Game-based Learning, Simulation-based Learning, Mobile Learning, and Cognitive Learning products are quickly becoming the preferred and more cost-effective methods of knowledge transfer over ‘traditional’ forms of eLearning and will continue to increase in popularity over the next 5 years.
The self-proclaimed ethics-based market research firm Ambient Insight forecasts the state of the global online education market over the next 5 years to 2021 in a publication titled ‘The 2016-2021 Worldwide Self-paced eLearning Market: The Global eLearning Market is in Steep Decline’, which debuted last month.
Analysis undertaken by the firm’s Chief Researcher, Sam S. Adkins, informs the sector that global revenue on courseware for self-paced learning has declined and will continue to significantly drop from $46.6 billion in 2016 to $33.4 billion by 2021.
Adkin writes that:
“[T]he global eLearning industry is now in the midst of a perfect storm of market conditions that are driving revenues down including weak demand for most self-paced products, commoditization, the late stage of eLearning’s product lifecycle, pronounced product substitution, and the so called leapfrog effect with buyers in developing countries completely bypassing eLearning for newer products”.

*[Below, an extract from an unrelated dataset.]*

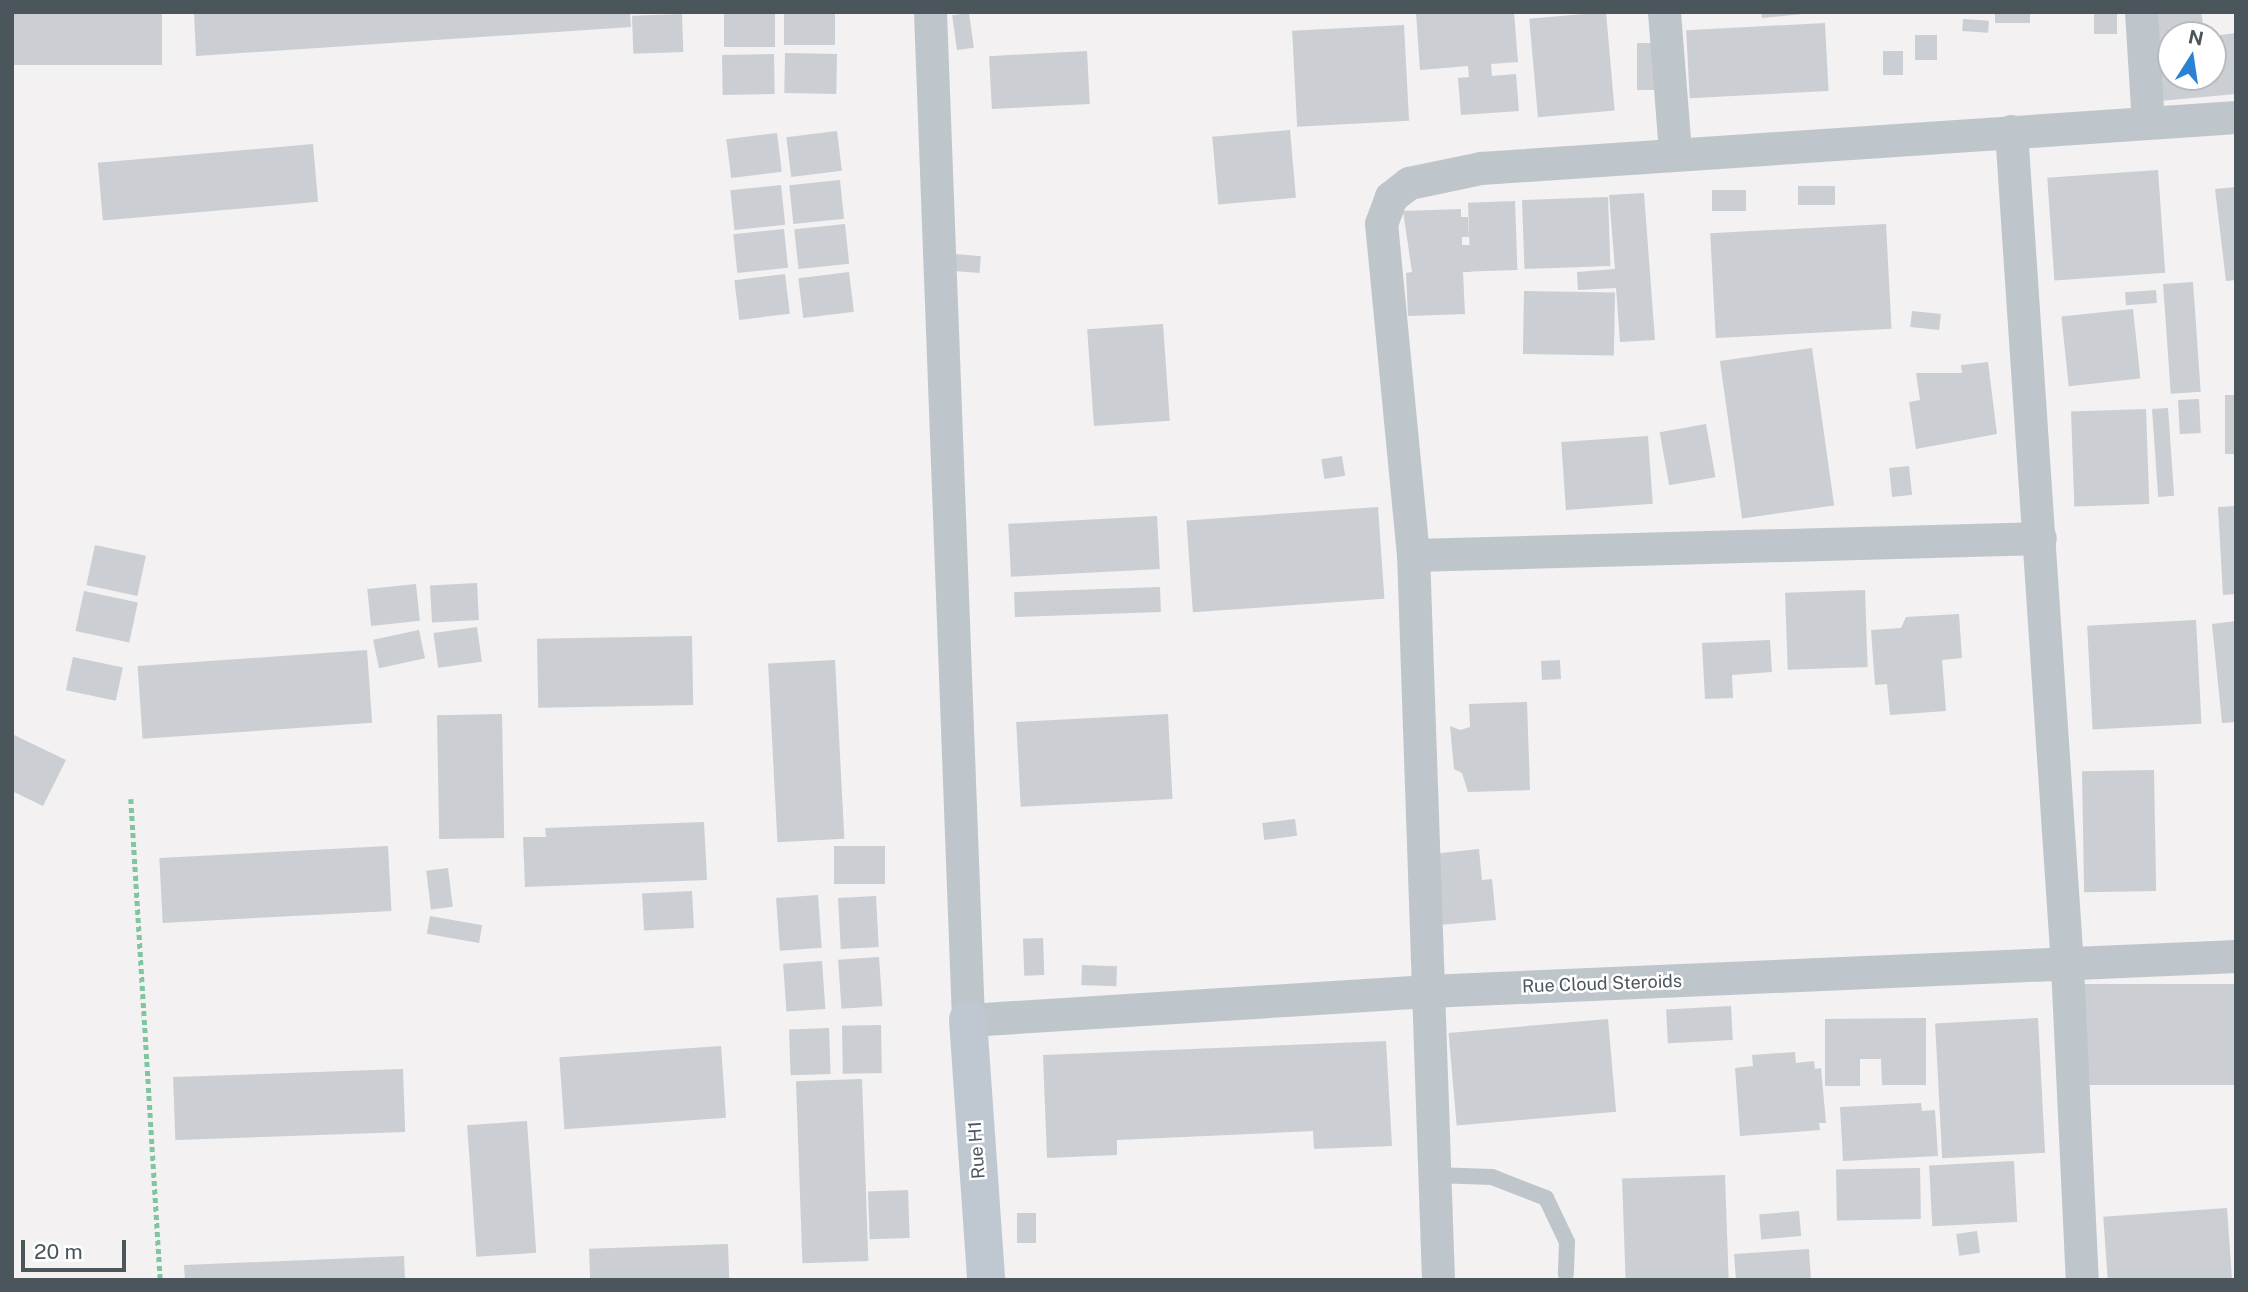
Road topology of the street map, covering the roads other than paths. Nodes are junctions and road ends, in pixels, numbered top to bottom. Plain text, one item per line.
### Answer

For Self-paced eLearning to continue to be a viable segment of the education market, Adkins makes a number of recommendations, including the need for suppliers to continue to be innovative and savvy in their business decisions to maintain feasibility within the market, even if this means merging with other suppliers.
For example, suppliers of legacy Self-paced learning will find the market particularly challenging as their platforms become incompatible with the availability of new learning technologies. Adkins recommends that to remain viable, suppliers in this sector of the market should diverge or divest their products and expand into new areas to remain in business.
“Entrenched eLearning suppliers are moving fast to diversify their product portfolios with products that are in higher demand than eLearning. Both Pearson and Houghton Mifflin Harcourt have announced that they are building content for Google’s Cardboard and DayDream AR platforms”.
Innovative and cheaper products are also adding to the decline in eLearning revenues, especially in the eLearning management sector, where there is significant churn in product use as less expensive products become available to meet demand.
Interestingly, Adkins finds that consumers are also moving from eLearning to Mobile Learning, a move that is directly impacting eLearning revenues. In fact, in the US alone, eLearning product growth rate in the lowest of all six buying segments is -10.4% of the sector, whereas the Mobile Learning growth rate is currently 7.8%.
Adkins suggests Mobile Learning and next generation learning products, including augmented reality and game-based learning is gaining the most traction in the PreK-12 segment, with 51% of teachers utilizing Game Learning in their classrooms on a regular basis.
Some examples of these futuristic learning products include ‘Blippar for Education’, which digitizes education materials such as textbooks, and ‘Expeditions’ which allows students to experience field trips without setting foot outside of the classroom.
The prevalence in the development of new products is significantly contributing to courseware substitution in the Self-paced eLearning industry and will continue to reduce the need for courseware altogether.
Ambient Insight has made a copy of the full report available for download.